# Confess: tell us about your AD's



## milquetoast (Nov 25, 2006)

James Jarrett, who is quite a horseman as well as shooter/instructor, once told me, "You show me somebody who has never fallen off a horse, and I'll show you somebody who hasn't ridden much." Jarrett maintained that we are _all_ going to have an AD someday; our mission is make sure that when our turn comes, it will be _benign_, that there will be only embarrassment, not death or injury.

Of course, I didn't believe him. I had been handling guns -- a lot -- for over 20 years, firing over 10,000 rounds a year, sometimes much more.

There are two kinds of shooters: Those who have never had an AD (or ND, if you prefer), and those who haven't had an AD yet.

My AD was with a Ruger .22/45. I knew the magazine was out, because I saw it there on the table, picked it up and put it away. I knew the chamber was empty, because I pulled back the slide and looked. I did not know that there was another magazine in the gun, because I assumed that the one I picked up and put away was the one from the gun. When I pulled back the slide to inspect the chamber, I loaded one from the magazine.

I lined up on a leaf on a bush outside the window, backed by a cinder block wall, because I knew that was a safe direction -- cinder block walls stop .22's. And it did, too. Windows, however, don't stop .22's.

Yes, there was a hole through the leaf -- I'm not making that up for dramatic effect, I really did hit the leaf. (I was a fluke, though, after the bullet penetrated glass.)

I called the glazier and had the window repaired before my wife got home. She never knew; still doesn't.

Nowadays, all my dry-firing, and loading and unloading, is done with the gun pointed at a target that is hung in front of a couple of old Kevlar vest panels, against an exterior wall that is backed by a cinder block wall on the outside.
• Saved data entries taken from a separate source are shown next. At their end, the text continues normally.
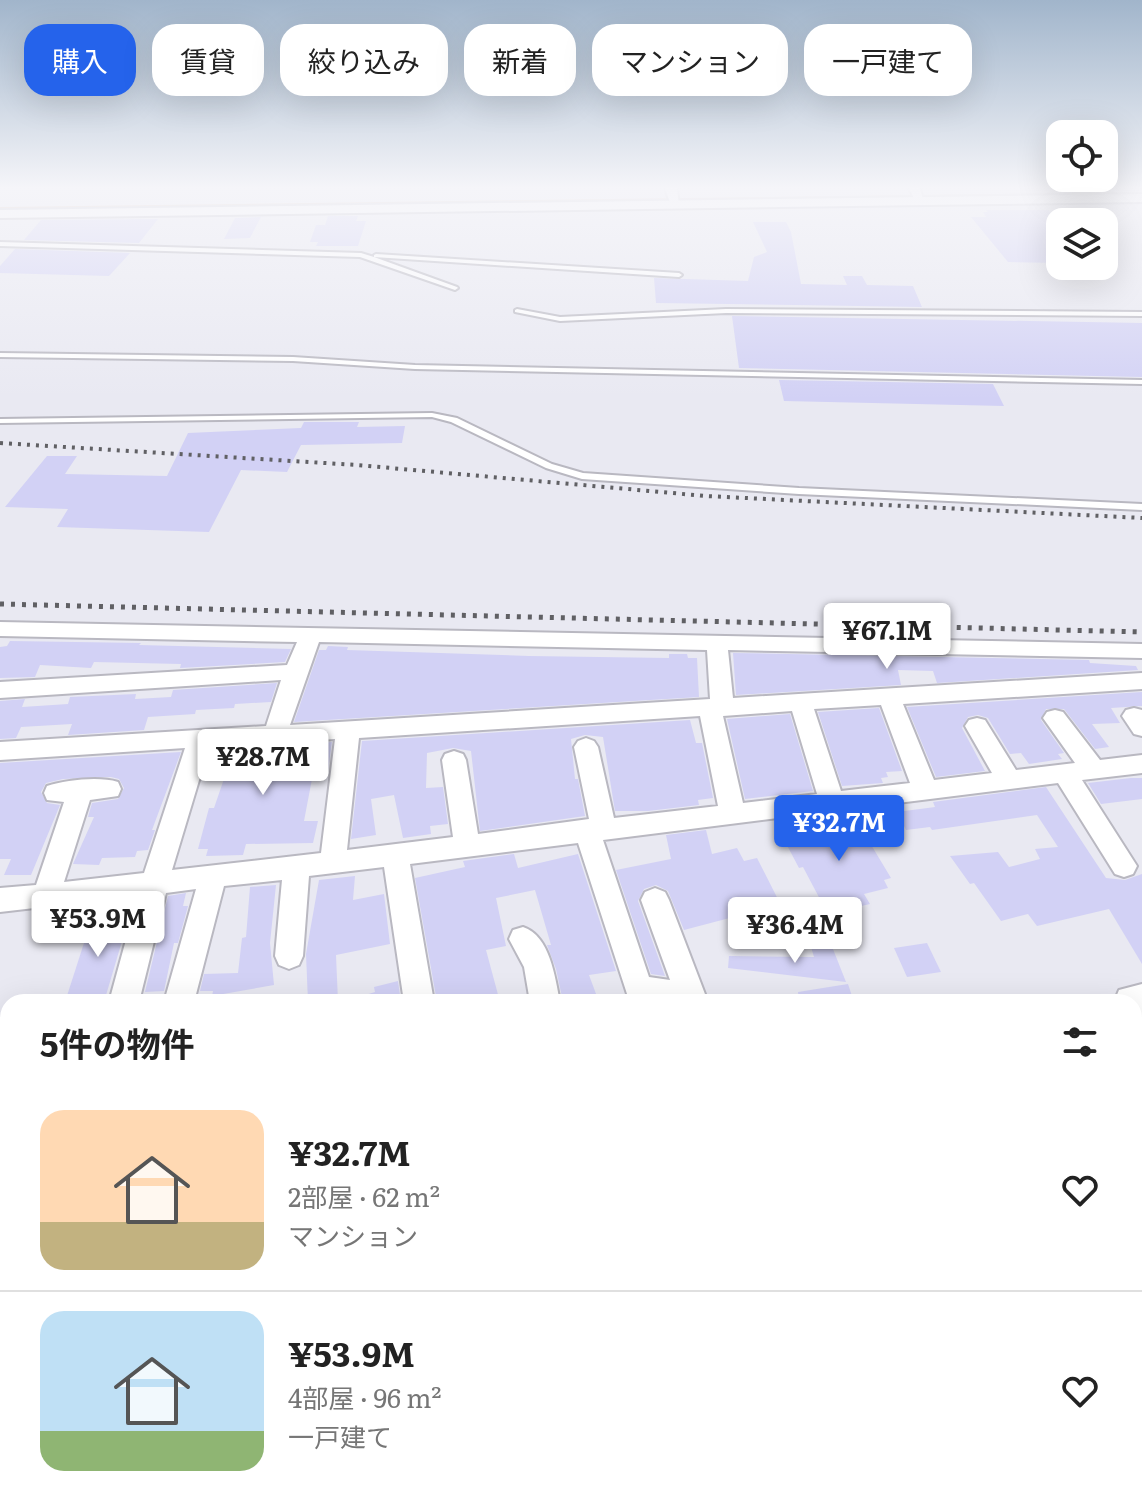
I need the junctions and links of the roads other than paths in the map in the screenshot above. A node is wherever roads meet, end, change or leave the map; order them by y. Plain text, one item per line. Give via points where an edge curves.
1 (370, 258) edge
2 (414, 258) edge
3 (679, 275) dead end
4 (455, 288) dead end
5 (517, 311) dead end
6 (1142, 314) edge
7 (0, 355) edge
8 (1142, 382) edge
9 (0, 421) edge
10 (1142, 507) edge
11 (0, 629) edge
12 (312, 633) junction
13 (717, 642) junction
14 (1098, 649) junction
15 (1142, 651) edge
16 (295, 672) junction
17 (1142, 681) edge
18 (1115, 683) junction
19 (0, 690) edge
20 (889, 697) junction
21 (801, 703) junction
22 (716, 708) junction
23 (1055, 718) dead end
24 (977, 726) dead end
25 (348, 732) junction
26 (275, 735) junction
27 (199, 741) junction
28 (586, 747) dead end
29 (0, 751) edge
30 (454, 760) dead end
31 (1142, 764) edge
32 (1093, 769) junction
33 (1064, 772) junction
34 (1008, 778) junction
35 (109, 789) dead end
36 (925, 789) junction
37 (832, 801) junction
38 (732, 811) junction
39 (595, 828) junction
40 (467, 846) junction
41 (395, 855) junction
42 (333, 862) junction
43 (1124, 866) dead end
44 (296, 867) junction
45 (213, 876) junction
46 (155, 881) junction
47 (46, 894) junction
48 (0, 900) edge
49 (655, 900) dead end
50 (523, 939) dead end
51 (289, 956) dead end
52 (126, 994) edge
53 (181, 994) edge
54 (418, 994) edge
55 (543, 994) edge
56 (667, 994) edge
57 (690, 994) edge

1 - 4 lane
2 - 3 lane
5 - 6 lane via 560,319 726,311
7 - 8 lane
9 - 10 lane via 432,415 582,476
11 - 12 street
12 - 13 street
12 - 16 street
13 - 14 street
13 - 22 street
14 - 15 street
14 - 18 street
16 - 19 street
16 - 26 street
17 - 18 street
18 - 20 street
20 - 21 street
20 - 36 street
21 - 22 street
21 - 37 street
22 - 25 street
22 - 38 street
23 - 32 street
24 - 34 street
25 - 26 street
25 - 42 street
26 - 27 street
27 - 29 street
27 - 46 street
28 - 39 street
30 - 40 street
31 - 32 street
32 - 33 street
33 - 34 street
33 - 43 street
34 - 36 street
35 - 47 street via 68,792
36 - 37 street
37 - 38 street
38 - 39 street
39 - 40 street
39 - 56 street via 638,988
40 - 41 street
41 - 42 street
41 - 54 street
42 - 44 street
44 - 45 street
44 - 51 street
45 - 46 street
45 - 53 street
46 - 47 street
46 - 52 street
47 - 48 street
49 - 57 street
50 - 55 street via 538,965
I now believe with all my heart, with a religious conviction, that I WILL have another AD some day, but I am determined that it will be benign.

Your turn: Have you had an AD -- yet?


----------



## Todd (Jul 3, 2006)

Mine was a ND, Negligent Discharge. This was just pure stupidity on my part. 
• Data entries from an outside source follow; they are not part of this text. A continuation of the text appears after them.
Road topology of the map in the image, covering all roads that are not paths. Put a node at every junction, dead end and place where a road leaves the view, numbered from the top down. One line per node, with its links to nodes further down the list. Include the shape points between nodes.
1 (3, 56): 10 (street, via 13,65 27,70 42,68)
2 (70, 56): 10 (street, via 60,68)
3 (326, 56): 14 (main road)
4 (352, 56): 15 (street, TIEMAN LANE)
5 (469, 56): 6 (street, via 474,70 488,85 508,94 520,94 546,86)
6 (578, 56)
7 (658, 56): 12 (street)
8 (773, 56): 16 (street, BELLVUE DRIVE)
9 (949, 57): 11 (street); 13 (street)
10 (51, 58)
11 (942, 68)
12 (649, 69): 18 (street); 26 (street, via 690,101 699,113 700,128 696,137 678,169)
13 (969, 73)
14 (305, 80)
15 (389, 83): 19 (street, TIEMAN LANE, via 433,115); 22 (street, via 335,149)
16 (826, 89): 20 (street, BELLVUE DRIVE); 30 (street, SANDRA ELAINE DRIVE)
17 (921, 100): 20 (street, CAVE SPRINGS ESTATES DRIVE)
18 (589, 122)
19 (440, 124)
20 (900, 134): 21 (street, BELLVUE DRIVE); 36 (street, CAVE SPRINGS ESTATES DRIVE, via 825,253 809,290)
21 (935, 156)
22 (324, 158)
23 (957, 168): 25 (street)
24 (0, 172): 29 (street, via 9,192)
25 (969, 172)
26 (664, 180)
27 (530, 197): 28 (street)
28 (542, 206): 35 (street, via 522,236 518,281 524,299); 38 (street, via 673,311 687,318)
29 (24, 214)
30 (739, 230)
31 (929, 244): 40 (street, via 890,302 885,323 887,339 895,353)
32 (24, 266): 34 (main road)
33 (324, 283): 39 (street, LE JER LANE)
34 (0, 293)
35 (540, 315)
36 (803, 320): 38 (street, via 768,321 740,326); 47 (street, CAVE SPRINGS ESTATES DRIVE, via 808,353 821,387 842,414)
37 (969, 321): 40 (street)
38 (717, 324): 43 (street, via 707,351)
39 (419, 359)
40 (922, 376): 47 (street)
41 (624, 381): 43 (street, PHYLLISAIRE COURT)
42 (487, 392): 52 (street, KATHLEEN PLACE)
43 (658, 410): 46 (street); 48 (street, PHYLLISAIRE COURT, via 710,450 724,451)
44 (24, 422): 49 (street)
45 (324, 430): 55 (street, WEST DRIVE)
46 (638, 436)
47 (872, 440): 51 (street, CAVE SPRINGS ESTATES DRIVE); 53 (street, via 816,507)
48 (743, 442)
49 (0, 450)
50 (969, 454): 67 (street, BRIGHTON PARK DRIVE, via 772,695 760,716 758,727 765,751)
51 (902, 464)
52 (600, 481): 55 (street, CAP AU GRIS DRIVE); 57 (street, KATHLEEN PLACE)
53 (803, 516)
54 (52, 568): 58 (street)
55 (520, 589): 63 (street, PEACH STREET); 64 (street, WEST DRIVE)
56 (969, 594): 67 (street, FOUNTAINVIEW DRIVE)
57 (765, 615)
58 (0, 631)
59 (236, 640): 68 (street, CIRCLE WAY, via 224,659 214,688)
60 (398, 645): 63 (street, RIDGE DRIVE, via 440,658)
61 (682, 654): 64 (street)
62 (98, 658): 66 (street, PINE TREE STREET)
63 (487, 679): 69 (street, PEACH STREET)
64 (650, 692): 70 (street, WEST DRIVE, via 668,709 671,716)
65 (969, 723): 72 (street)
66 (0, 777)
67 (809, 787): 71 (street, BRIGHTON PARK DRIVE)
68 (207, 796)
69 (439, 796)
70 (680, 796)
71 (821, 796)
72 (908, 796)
I was about 17 and deer hunting in Vermont. Let's just say I was not a overly excited about being there because I am not a fan of hunting (I don't have a problem with people that hunt, it's just not for me). Anyway, I was sitting in a clearing with my .30-06 across my lap, bored off my a$$, and I started playing with the safety. The safety was right behind the trigger just outside the guard. Click, click. Click, click. Click, click. Click, BOOM! Needless to say it scared the crap out of me and I haven't been deer hunting since. Haven't had an ND since either though.


----------



## Wandering Man (Jul 9, 2006)

I was in my thirties with my Ruger Blackhawk. 

I had been trying to get a good shot at a turtle in a tank on some property the family owned. The turtles and alligators had pretty much eaten all of the fingerlings we had stocked in the tank, and I wanted to get rid of some of them.

I started walking around to the other side of the tank, and decided it wasn't too smart to walk on rough ground with my gun cocked.

I lowered the muzzle of the revolver toward the ground, decocking as I prepared to place the gun in my holster. 

I missed hitting my foot by about two inches.

I think I probably jumped higher than I ever had before, or since.

WM


----------



## PX (May 14, 2006)

No...

But, thanks for asking!


J. Pomeroy


----------



## L8models (May 5, 2006)

I was about 16 or 17. My buddy and I had just wrapped up an evening of dove hunting. We were sitting in his old 79 Ford pick up and I had my Remington 12 gauge sitting in my lap. While attempting to eject the shells, the gun went off and blew my passenger side window out and the plastic door panel. THANK GOD,that the gun wasn't pointed at he or I...


----------



## tex45acp (May 26, 2006)

In the fall of 1976, I was going deer hunting with my Dad. He asked me if I wanted to hunt with the Winchester model 70 in 30-06 or the Winchester model 94 in 30-30. Since I was going to be in heavy brush, and the shots were going to be less than 100 yards, I chose the 30-30. I reached the stand about 4:30am, stepped in quietly and cycled the action to load a cartridge then all of a sudden "BOOM" and there was a hole in the top of the stand and in my pride as well. Oh I forgot the part about ruining a good set of camo pants, and a horrible ringing in my ears as well.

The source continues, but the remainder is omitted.